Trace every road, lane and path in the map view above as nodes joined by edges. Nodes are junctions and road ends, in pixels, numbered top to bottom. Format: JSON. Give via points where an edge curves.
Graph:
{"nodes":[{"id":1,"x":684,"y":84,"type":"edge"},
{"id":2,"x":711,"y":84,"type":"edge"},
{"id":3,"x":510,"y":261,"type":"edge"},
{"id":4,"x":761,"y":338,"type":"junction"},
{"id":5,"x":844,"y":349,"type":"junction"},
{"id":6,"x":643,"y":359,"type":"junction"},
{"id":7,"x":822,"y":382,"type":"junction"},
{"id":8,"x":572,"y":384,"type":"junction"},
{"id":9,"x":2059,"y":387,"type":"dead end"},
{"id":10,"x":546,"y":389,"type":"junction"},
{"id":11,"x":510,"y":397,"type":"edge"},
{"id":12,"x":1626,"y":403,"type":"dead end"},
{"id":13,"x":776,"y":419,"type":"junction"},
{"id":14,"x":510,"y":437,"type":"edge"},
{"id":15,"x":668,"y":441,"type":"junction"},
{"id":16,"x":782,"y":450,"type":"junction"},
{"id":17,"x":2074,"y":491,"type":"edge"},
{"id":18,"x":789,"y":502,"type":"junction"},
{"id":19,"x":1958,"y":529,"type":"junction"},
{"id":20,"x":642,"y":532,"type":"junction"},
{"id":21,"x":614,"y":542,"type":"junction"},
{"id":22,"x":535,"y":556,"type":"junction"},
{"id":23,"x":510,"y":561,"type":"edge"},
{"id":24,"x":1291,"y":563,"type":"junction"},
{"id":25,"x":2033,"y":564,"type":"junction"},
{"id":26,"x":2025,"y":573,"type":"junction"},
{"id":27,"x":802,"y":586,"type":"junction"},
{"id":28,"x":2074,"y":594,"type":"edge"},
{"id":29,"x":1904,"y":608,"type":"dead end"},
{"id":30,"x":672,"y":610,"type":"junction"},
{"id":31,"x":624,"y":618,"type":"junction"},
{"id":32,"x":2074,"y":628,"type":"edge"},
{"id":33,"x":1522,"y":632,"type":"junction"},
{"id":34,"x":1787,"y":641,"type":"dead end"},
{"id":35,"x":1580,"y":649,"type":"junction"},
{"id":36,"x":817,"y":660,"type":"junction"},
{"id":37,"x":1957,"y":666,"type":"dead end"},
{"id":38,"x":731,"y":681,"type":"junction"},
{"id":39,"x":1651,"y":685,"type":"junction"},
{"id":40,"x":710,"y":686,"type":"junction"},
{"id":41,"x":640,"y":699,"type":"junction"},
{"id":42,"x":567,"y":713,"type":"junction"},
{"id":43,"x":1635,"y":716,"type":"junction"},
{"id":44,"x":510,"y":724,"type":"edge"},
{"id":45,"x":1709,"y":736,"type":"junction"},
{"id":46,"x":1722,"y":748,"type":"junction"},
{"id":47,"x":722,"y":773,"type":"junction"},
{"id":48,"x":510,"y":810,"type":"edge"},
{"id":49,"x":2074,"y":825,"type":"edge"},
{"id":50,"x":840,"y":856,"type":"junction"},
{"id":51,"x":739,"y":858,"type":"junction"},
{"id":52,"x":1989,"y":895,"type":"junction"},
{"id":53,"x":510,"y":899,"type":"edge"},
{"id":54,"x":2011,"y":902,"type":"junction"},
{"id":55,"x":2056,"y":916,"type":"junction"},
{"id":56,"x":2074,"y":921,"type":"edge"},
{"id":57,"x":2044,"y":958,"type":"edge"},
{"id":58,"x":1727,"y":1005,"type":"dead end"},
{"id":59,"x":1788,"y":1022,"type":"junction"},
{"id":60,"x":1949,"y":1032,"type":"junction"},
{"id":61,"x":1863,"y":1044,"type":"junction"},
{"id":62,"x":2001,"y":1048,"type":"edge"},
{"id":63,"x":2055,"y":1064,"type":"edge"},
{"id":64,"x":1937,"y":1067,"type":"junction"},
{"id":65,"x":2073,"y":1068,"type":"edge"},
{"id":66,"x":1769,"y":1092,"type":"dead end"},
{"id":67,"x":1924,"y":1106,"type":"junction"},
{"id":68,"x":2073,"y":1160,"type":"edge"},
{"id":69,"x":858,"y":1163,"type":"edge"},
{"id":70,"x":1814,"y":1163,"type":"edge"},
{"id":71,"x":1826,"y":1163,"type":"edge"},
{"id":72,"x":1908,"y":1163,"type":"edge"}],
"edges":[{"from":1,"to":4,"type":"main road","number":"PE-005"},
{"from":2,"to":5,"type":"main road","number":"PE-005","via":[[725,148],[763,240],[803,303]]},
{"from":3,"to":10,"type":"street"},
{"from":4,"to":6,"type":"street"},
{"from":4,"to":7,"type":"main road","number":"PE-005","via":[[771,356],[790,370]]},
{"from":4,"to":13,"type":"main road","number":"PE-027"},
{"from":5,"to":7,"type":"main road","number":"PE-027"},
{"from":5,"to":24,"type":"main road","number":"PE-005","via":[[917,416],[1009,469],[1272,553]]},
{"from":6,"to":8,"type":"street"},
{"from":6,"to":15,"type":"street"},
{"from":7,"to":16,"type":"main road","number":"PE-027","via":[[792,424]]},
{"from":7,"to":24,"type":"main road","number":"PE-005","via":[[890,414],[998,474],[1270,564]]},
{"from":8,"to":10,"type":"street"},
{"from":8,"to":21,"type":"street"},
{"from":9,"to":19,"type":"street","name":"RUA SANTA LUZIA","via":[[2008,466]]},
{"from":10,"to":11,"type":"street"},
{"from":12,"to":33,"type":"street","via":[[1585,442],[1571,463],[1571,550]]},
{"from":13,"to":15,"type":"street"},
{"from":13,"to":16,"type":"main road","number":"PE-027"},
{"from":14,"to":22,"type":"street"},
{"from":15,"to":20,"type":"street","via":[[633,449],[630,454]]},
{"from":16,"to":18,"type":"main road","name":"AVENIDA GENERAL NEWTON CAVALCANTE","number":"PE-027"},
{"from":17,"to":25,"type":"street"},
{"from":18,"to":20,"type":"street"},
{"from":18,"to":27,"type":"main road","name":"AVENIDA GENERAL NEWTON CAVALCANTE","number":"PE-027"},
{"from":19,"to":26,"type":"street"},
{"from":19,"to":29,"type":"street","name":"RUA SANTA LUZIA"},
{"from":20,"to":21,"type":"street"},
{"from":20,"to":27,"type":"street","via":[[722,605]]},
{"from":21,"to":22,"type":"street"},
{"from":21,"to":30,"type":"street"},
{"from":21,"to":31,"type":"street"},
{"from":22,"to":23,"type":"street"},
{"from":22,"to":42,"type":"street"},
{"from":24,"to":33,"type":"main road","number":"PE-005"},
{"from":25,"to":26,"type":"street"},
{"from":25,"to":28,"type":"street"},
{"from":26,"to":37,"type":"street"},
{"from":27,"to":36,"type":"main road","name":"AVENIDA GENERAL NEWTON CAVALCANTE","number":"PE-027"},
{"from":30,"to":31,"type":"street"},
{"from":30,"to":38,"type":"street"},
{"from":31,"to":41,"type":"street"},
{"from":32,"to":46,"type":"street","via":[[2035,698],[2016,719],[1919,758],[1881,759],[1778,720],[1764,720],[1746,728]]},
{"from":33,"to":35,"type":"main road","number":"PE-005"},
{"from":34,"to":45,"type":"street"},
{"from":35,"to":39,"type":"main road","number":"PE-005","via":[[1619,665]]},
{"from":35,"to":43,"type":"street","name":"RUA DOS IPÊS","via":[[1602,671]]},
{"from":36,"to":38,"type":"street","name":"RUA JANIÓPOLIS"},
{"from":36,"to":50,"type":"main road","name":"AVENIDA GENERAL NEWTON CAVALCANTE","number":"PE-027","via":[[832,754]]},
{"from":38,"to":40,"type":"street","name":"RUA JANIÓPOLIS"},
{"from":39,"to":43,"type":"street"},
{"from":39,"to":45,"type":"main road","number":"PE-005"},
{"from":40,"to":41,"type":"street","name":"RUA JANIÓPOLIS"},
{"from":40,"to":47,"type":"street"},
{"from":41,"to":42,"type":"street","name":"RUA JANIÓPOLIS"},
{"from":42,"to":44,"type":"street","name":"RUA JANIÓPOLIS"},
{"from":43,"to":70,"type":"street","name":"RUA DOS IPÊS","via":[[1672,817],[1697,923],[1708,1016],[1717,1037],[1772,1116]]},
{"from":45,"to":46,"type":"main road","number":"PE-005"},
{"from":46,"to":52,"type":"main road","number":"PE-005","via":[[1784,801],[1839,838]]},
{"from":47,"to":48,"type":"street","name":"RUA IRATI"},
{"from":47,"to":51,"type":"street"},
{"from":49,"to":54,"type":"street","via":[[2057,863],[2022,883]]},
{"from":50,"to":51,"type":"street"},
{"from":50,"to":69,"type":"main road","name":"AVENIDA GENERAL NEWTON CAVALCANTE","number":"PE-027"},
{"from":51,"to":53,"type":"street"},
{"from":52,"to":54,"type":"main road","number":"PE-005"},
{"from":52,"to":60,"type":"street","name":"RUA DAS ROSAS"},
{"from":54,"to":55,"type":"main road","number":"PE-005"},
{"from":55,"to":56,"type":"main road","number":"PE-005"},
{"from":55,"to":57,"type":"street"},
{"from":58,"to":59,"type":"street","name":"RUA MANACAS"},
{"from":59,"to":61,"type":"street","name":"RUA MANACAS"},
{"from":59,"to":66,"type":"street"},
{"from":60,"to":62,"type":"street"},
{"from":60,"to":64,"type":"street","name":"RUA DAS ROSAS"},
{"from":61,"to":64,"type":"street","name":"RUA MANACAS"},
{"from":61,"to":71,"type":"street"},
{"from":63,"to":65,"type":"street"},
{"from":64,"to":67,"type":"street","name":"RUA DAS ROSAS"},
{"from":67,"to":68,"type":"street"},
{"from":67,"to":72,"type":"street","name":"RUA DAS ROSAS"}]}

**Exercise details**
Go through the records line by line and count those containing the string "IPÊS". Give only the total.

**Solution for this task**
2